» **Work task**
Scan the lines below for "Myrtle" and copy the matches.
── Dataset excerpts
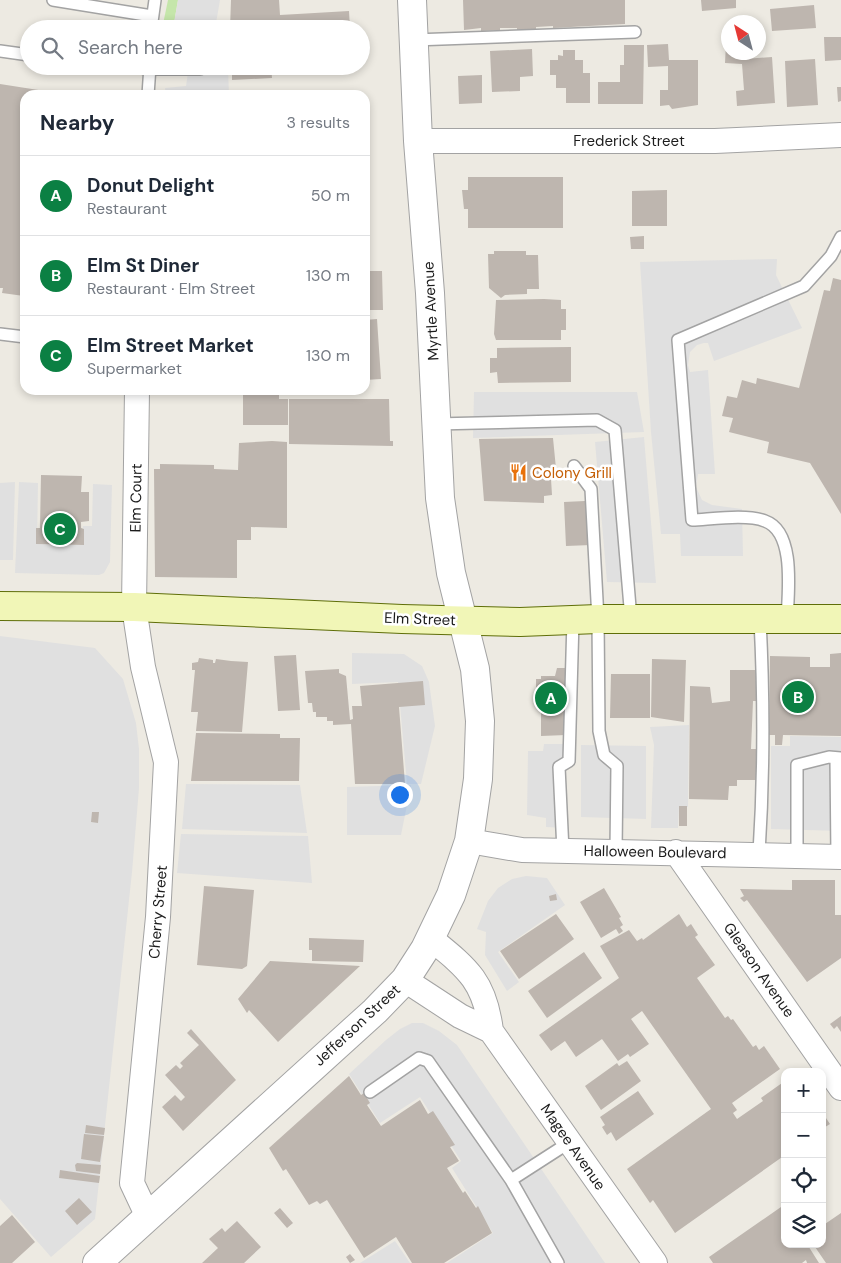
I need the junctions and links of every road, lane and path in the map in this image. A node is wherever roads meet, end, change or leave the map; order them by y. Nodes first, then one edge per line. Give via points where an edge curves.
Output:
1 (53, 0) edge
2 (155, 0) edge
3 (412, 0) edge
4 (152, 16) junction
5 (152, 20) edge
6 (635, 32) dead end
7 (414, 40) junction
8 (0, 51) edge
9 (20, 54) edge
10 (149, 75) edge
11 (148, 90) edge
12 (841, 135) edge
13 (418, 141) junction
14 (841, 237) edge
15 (0, 334) edge
16 (20, 336) edge
17 (137, 395) edge
18 (436, 424) junction
19 (574, 466) dead end
20 (0, 606) edge
21 (134, 607) junction
22 (631, 619) junction
23 (841, 619) edge
24 (586, 620) junction
25 (760, 620) junction
26 (787, 620) junction
27 (463, 621) junction
28 (839, 758) edge
29 (470, 841) junction
30 (563, 851) junction
31 (616, 851) junction
32 (676, 852) junction
33 (759, 853) junction
34 (798, 854) junction
35 (839, 856) edge
36 (430, 938) junction
37 (405, 980) junction
38 (491, 1031) junction
39 (841, 1088) edge
40 (370, 1092) dead end
41 (570, 1142) junction
42 (511, 1180) junction
43 (148, 1217) junction
44 (97, 1263) edge
45 (558, 1263) edge
46 (655, 1263) edge

1 - 4 lane
2 - 4 lane
3 - 7 street, Myrtle Avenue
4 - 5 lane
6 - 7 lane
7 - 13 street, Myrtle Avenue
8 - 9 lane
10 - 11 lane
12 - 13 street, Frederick Street via 715,141
13 - 18 street, Myrtle Avenue
14 - 26 lane via 831,256 804,286 678,340 692,520 751,519 766,521 779,530 786,544
15 - 16 lane
17 - 21 street, Elm Court
18 - 22 lane via 597,420 615,430
18 - 27 street, Myrtle Avenue via 440,498
19 - 24 lane via 590,489
20 - 21 main road, Elm Street
21 - 27 main road, Elm Street
21 - 43 street, Cherry Street via 143,667 166,762 158,917 132,1183
22 - 24 main road, Elm Street
22 - 25 main road, Elm Street
23 - 26 main road, Elm Street
24 - 27 main road, Elm Street
24 - 30 lane via 569,760 559,767
24 - 31 lane via 604,755 617,766
25 - 26 main road, Elm Street
25 - 33 lane via 763,786
27 - 29 street, Jefferson Street via 475,669 480,721 478,779
28 - 34 lane via 798,765
28 - 35 lane
29 - 30 street, Halloween Boulevard via 522,850
29 - 36 street, Jefferson Street via 451,895
30 - 31 street, Halloween Boulevard
31 - 32 street, Halloween Boulevard
32 - 33 street, Halloween Boulevard
32 - 39 street, Gleason Avenue
33 - 34 street, Halloween Boulevard
34 - 35 street, Halloween Boulevard
36 - 37 street, Jefferson Street
36 - 38 street, Magee Avenue via 464,965 480,988 488,1009
37 - 38 street, Magee Avenue via 460,1016
37 - 43 street, Jefferson Street
38 - 41 street, Magee Avenue
40 - 42 lane via 419,1058 428,1061
41 - 42 lane
41 - 46 street, Magee Avenue
42 - 45 lane
43 - 44 street, Jefferson Street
────
» **Exercise response**
3 - 7 street, Myrtle Avenue
7 - 13 street, Myrtle Avenue
13 - 18 street, Myrtle Avenue
18 - 27 street, Myrtle Avenue via 440,498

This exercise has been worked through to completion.